• _EXTRACTED DATA_
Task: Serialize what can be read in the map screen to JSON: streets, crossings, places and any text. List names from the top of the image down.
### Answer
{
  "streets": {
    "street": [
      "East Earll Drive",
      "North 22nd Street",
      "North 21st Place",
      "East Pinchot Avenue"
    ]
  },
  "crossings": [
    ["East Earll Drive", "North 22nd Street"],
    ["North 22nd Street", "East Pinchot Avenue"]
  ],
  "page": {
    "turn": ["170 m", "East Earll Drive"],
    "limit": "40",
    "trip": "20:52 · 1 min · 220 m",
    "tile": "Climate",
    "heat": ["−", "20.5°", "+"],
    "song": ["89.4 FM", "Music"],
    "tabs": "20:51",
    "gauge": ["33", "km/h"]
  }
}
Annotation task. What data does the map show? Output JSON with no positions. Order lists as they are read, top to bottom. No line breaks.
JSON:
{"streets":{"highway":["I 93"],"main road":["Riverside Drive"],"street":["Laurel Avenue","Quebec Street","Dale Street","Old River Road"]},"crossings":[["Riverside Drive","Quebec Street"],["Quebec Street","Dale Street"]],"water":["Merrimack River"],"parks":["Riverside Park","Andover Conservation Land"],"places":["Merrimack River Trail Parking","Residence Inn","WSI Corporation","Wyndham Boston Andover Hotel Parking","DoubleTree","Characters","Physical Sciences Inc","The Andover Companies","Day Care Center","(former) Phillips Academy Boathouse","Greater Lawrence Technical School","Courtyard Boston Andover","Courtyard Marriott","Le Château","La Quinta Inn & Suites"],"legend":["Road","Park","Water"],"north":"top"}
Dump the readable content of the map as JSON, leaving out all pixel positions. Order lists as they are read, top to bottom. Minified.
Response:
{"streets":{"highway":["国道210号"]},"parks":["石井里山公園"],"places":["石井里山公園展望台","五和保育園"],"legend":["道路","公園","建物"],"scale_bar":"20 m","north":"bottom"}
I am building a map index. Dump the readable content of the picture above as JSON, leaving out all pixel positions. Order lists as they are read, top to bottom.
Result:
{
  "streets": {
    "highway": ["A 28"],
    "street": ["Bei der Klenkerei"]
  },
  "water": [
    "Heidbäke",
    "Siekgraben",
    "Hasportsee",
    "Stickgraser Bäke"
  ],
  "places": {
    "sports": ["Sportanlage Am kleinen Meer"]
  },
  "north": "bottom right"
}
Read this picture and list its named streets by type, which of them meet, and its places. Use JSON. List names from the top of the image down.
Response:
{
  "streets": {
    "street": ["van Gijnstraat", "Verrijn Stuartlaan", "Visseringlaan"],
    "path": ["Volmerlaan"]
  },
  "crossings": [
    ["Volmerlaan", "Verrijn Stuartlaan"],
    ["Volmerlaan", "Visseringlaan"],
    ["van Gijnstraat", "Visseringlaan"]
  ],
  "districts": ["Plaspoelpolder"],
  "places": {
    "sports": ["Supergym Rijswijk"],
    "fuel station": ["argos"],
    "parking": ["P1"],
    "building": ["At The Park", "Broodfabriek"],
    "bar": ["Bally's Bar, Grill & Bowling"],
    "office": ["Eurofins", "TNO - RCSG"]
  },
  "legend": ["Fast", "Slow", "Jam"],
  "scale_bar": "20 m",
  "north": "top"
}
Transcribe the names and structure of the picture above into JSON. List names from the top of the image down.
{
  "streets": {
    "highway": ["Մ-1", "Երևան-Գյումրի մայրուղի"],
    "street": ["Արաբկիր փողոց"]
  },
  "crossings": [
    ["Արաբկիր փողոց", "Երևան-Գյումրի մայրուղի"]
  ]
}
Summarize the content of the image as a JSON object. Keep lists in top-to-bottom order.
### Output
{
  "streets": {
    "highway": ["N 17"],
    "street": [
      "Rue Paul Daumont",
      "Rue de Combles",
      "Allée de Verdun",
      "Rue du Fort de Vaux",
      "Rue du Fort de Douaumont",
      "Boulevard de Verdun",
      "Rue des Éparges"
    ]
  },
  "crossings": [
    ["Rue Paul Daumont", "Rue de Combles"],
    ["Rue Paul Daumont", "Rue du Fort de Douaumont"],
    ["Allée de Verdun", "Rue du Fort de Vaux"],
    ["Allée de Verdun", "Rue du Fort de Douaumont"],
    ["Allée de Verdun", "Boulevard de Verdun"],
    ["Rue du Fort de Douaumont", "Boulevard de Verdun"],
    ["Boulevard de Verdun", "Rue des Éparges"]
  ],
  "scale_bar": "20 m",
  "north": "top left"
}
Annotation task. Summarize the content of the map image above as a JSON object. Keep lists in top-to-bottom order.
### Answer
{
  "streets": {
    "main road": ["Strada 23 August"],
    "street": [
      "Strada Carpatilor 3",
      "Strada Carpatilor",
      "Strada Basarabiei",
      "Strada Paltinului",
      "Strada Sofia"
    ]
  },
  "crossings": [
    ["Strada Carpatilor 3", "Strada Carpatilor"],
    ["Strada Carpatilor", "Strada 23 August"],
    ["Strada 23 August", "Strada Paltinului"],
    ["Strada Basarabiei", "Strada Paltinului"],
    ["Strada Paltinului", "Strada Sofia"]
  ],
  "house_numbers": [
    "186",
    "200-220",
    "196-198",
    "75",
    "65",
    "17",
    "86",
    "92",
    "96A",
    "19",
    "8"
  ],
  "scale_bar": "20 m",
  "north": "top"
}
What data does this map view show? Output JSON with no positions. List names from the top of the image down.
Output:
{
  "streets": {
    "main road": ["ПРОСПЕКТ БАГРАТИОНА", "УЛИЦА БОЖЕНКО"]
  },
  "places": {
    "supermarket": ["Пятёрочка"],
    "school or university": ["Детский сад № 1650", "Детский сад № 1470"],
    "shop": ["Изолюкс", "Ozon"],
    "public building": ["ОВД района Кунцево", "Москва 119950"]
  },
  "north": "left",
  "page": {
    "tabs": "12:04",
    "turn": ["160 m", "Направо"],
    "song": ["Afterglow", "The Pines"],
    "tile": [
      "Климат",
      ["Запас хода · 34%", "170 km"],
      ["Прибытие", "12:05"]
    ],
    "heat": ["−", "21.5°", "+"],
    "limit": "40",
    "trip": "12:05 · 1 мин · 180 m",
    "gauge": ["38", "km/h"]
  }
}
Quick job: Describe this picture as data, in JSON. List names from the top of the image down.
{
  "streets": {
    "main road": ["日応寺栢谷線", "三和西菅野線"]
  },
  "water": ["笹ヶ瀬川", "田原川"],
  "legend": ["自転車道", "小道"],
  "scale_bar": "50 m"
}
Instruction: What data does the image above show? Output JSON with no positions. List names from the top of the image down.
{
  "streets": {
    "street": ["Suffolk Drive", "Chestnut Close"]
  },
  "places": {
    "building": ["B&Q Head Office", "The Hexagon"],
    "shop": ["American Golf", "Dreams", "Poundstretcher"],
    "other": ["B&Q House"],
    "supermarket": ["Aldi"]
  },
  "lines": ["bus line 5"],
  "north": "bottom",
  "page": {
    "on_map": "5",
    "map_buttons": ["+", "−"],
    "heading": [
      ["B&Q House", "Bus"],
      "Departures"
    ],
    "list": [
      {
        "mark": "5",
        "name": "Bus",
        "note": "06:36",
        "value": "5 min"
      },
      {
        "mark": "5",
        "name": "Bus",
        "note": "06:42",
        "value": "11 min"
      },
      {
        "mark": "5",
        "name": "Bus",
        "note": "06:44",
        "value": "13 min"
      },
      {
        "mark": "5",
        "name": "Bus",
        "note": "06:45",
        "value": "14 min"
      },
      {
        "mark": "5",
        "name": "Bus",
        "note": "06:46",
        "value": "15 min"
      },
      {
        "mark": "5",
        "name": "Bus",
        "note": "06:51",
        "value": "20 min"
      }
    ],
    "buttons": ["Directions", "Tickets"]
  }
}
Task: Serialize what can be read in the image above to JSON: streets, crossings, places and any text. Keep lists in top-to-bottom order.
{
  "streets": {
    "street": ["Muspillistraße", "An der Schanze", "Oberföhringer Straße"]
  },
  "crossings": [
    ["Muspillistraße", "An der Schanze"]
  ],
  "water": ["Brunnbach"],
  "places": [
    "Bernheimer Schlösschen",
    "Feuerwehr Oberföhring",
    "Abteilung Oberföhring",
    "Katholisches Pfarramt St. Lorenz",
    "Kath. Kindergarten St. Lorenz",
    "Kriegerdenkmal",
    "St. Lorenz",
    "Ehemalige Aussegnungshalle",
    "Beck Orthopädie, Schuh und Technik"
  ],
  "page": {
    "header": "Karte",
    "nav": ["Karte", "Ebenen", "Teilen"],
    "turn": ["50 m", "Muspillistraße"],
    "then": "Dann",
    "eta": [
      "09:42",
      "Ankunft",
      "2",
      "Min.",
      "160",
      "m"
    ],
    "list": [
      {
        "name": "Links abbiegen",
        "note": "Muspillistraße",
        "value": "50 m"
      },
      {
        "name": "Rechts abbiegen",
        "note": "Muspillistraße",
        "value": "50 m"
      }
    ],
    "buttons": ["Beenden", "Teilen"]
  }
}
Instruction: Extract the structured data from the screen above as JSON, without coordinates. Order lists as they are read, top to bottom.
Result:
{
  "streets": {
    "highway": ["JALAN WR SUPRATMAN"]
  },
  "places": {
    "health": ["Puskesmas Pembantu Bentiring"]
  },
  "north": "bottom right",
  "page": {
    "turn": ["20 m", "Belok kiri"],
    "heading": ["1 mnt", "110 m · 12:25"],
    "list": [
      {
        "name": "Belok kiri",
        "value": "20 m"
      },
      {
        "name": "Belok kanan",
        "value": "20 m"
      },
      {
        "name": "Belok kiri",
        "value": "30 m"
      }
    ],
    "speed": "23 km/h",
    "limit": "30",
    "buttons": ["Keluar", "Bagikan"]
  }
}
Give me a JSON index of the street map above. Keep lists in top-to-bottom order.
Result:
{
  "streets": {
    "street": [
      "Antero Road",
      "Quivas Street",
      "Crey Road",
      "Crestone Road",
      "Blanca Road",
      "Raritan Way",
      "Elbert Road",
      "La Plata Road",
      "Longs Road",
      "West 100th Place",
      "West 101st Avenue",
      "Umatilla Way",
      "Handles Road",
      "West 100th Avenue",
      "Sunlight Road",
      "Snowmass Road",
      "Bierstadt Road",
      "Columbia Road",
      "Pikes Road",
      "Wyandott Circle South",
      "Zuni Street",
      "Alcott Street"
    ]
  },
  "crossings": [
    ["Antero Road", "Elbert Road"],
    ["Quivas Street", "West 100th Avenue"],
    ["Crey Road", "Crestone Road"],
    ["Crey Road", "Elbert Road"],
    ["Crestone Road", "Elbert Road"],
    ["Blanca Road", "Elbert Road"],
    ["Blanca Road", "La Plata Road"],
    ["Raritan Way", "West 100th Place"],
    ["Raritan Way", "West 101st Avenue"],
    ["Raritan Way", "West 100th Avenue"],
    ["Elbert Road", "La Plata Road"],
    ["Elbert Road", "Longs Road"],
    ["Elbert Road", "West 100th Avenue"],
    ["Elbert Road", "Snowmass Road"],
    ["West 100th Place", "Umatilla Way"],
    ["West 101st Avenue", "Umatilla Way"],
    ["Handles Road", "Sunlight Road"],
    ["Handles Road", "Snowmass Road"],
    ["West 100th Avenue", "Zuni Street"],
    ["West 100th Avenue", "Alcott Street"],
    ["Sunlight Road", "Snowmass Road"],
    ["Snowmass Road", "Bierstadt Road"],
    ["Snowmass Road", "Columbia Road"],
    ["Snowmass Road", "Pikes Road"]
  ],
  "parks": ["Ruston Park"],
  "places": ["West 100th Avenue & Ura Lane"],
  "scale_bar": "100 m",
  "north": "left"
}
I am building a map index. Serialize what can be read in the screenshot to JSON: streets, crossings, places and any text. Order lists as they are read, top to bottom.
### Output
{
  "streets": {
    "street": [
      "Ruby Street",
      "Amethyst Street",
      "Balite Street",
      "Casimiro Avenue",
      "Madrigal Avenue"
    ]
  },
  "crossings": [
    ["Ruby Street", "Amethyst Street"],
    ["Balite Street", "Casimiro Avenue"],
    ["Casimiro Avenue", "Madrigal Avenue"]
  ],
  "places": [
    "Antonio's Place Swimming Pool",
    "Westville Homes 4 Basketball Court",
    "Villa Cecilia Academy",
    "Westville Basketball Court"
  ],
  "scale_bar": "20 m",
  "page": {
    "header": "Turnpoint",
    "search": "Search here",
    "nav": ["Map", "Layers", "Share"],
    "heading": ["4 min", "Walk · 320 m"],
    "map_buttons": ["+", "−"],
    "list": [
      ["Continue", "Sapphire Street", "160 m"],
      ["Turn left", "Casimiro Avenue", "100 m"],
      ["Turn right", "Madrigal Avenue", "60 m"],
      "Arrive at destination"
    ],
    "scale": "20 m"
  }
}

• _AIM OF THE EXERCISE_
Take the lines above from the one containing "Annotation task. Summarize" down to the one containing "What data does this", and transcribe them exactly, both ends included.

• _EXERCISE ANSWER_
Annotation task. Summarize the content of the map image above as a JSON object. Keep lists in top-to-bottom order.
### Answer
{
  "streets": {
    "main road": ["Strada 23 August"],
    "street": [
      "Strada Carpatilor 3",
      "Strada Carpatilor",
      "Strada Basarabiei",
      "Strada Paltinului",
      "Strada Sofia"
    ]
  },
  "crossings": [
    ["Strada Carpatilor 3", "Strada Carpatilor"],
    ["Strada Carpatilor", "Strada 23 August"],
    ["Strada 23 August", "Strada Paltinului"],
    ["Strada Basarabiei", "Strada Paltinului"],
    ["Strada Paltinului", "Strada Sofia"]
  ],
  "house_numbers": [
    "186",
    "200-220",
    "196-198",
    "75",
    "65",
    "17",
    "86",
    "92",
    "96A",
    "19",
    "8"
  ],
  "scale_bar": "20 m",
  "north": "top"
}
What data does this map view show? Output JSON with no positions. List names from the top of the image down.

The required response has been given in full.